* **Task to complete**
Copy out every line of the records in which "Castro" can be found.

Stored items
[Start of Attachment]
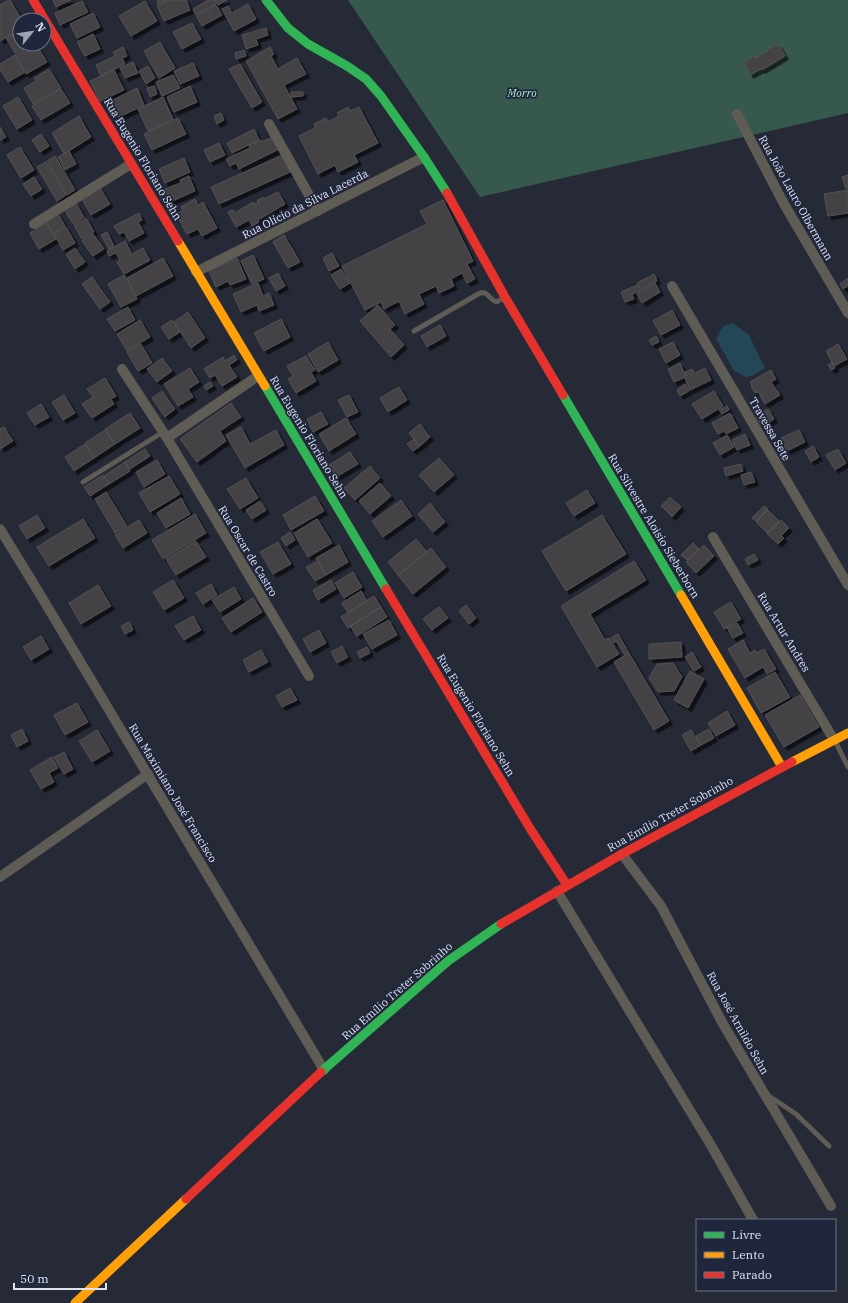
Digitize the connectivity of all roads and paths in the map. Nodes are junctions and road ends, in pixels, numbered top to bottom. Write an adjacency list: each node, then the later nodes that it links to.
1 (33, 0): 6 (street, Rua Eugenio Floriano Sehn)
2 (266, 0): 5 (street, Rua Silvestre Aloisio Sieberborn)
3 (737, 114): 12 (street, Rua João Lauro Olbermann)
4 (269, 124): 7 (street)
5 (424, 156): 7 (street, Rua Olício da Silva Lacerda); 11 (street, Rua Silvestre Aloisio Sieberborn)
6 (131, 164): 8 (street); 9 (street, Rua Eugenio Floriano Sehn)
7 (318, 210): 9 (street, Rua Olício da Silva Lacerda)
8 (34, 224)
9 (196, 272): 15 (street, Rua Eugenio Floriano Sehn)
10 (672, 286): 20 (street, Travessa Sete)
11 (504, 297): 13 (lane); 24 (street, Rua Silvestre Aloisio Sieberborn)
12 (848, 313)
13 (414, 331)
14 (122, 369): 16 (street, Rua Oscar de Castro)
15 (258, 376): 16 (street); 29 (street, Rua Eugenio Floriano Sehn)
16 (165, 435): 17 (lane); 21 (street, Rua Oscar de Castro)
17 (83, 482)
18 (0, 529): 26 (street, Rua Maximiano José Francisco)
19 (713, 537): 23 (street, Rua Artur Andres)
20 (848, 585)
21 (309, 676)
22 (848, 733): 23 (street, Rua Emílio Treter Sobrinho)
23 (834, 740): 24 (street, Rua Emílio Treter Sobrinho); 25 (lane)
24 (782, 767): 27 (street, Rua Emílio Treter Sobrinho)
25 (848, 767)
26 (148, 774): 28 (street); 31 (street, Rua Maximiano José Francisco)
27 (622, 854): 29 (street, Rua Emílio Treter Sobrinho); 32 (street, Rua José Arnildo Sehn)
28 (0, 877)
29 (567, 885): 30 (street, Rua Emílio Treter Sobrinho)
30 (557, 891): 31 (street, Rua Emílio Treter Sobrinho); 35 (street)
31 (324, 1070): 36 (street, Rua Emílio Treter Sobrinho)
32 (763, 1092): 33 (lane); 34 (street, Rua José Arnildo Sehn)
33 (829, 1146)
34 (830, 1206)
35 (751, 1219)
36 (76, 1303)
[End of Attachment]
* **Your solution**
14 (122, 369): 16 (street, Rua Oscar de Castro)
16 (165, 435): 17 (lane); 21 (street, Rua Oscar de Castro)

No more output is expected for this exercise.